Na sexta, eu me aventurei mais ainda. 2 ônibus e fui até o centro. Lá, eu peguei o ônibus de turismo para rever dois lugares que eu só tinha visitado uma vez, e conhecer dois lugares. Minha primeira parada foi no Bosque do Papa/Memorial Polonês, que eu ainda não conhecia. É um lugar lindo, com casinhas onde tem exposições de objetos trazidos pelos imigrantes poloneses e tem uma capela. Estava eu lá, apreciando a vista, quando me deparo com uma mulher falando loucamente com um homem que mal respondia. Achei que era maluca, então desviei para não virar alvo da faladeira. Mas eles eram um casal, e andaram discutindo pelo bosque. Todo lugar que eu ia, lá estavam eles. Parece que farejaram meu IVCH.
De lá, fui para o Bosque Alemão, que eu visitei na minha primeira vez em Pinheiral, mas tinha feito o caminho contrário. Desta vez, eu segui a trilha certa de João e Maria e dei uma bizoia no mirante. Próximo ponto foi a Universidade Livre do Meio Ambiente. Quando eu estive lá em 2006, o mirante estava fechado. Desta vez, eu subi para apreciar a paisagem de cima (adoro apreciar paisagens de cima). Achei que deve ser uma delícia trabalhar naquele escritório no meio da subida do mirante, cercada de árvores.
Minha última parada antes do fim do passeio foi no Memorial Ucraniano. Pobre ponto turístico solitário... Só eu desci lá e não tinha mais nenhum visitante, só 3 funcionários. É um lugar bonito, calmo, com um museu que é réplica de uma igreja ortodoxa, onde estão expostos ovos pintados (Pêssankas), mas não tem muito para onde andar, então, deve ser por isto que é tão ignorado pelos turistas. Até a lojinha de souvenirs estava fechada!!! Aproveitei para fazer xixi, e com a porta destrancada, porque, certa vez, eu fiquei presa no banheiro do Ópera de Arame. Já pensou se eu fico trancada no banheiro do Memorial Ucraniano? Eu ia morrer e me decompor antes que alguém me encontrasse!!!

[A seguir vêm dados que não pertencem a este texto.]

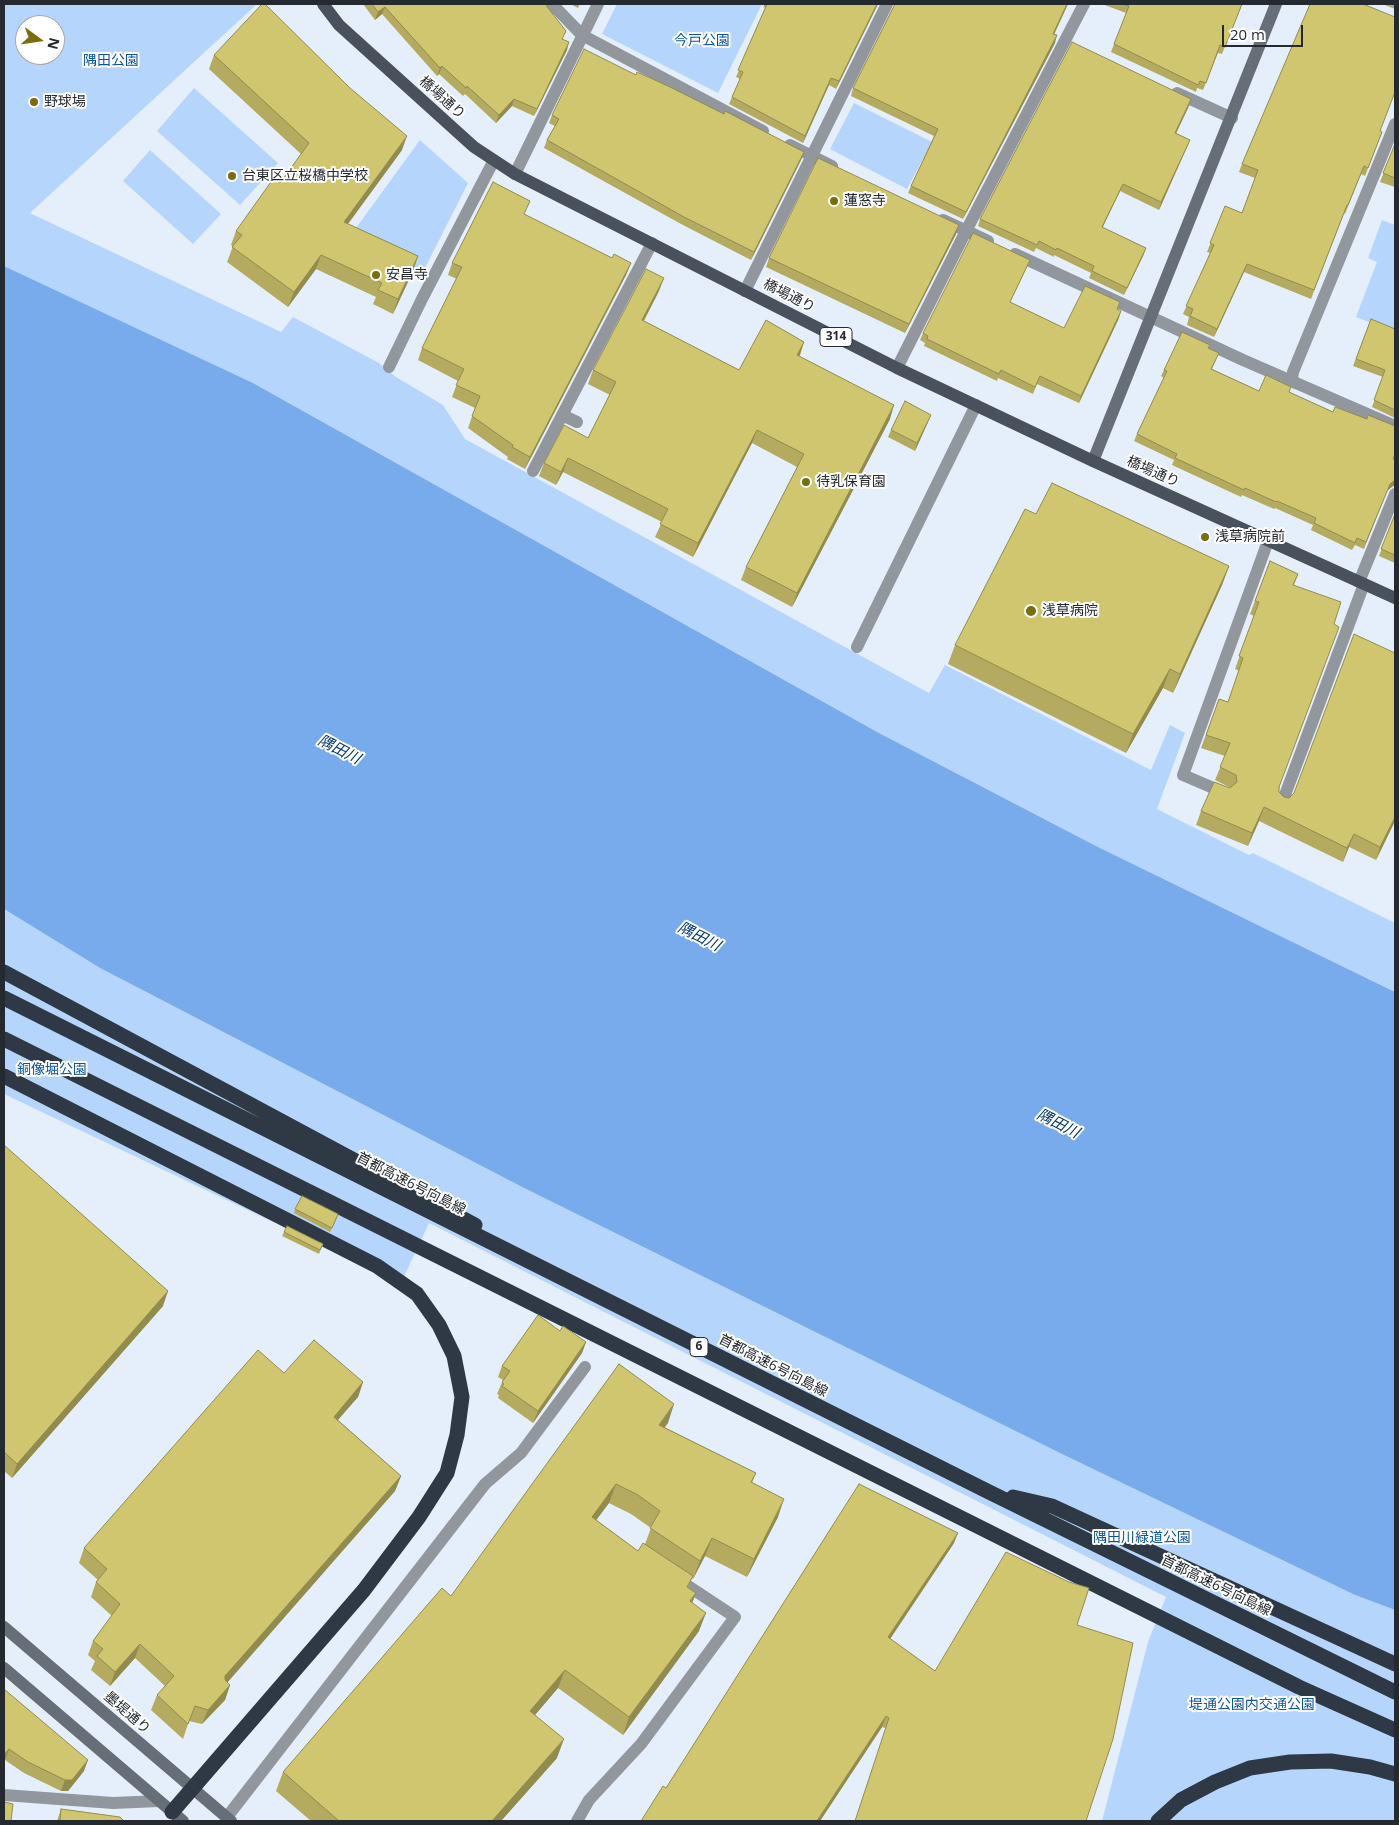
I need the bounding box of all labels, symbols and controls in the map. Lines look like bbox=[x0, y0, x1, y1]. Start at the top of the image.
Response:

Peguei o ônibus para voltar na sexta-feira à noite. Foi uma longa viagem de volta. Saí de Pinheiral em janeiro e cheguei a Bizarrelândia em fevereiro!!! (gente, eu nunca me canso desta piada tosca) O ônibus estava tão maravilhoso, tão friozinho, que eu poderia morar nele para sempre. Meus pais foram me buscar na rodoviária e eu fiquei na casa deles até o almoço, depois, voltei para meu apezinho (aka refúgio antissocial), que eu estava com saudade e curiosíssima para ver como ficou minha cama-sofá, já que minha mãe fez as capas e montou tudo enquanto eu estava viajando. Ficou bem legal!!!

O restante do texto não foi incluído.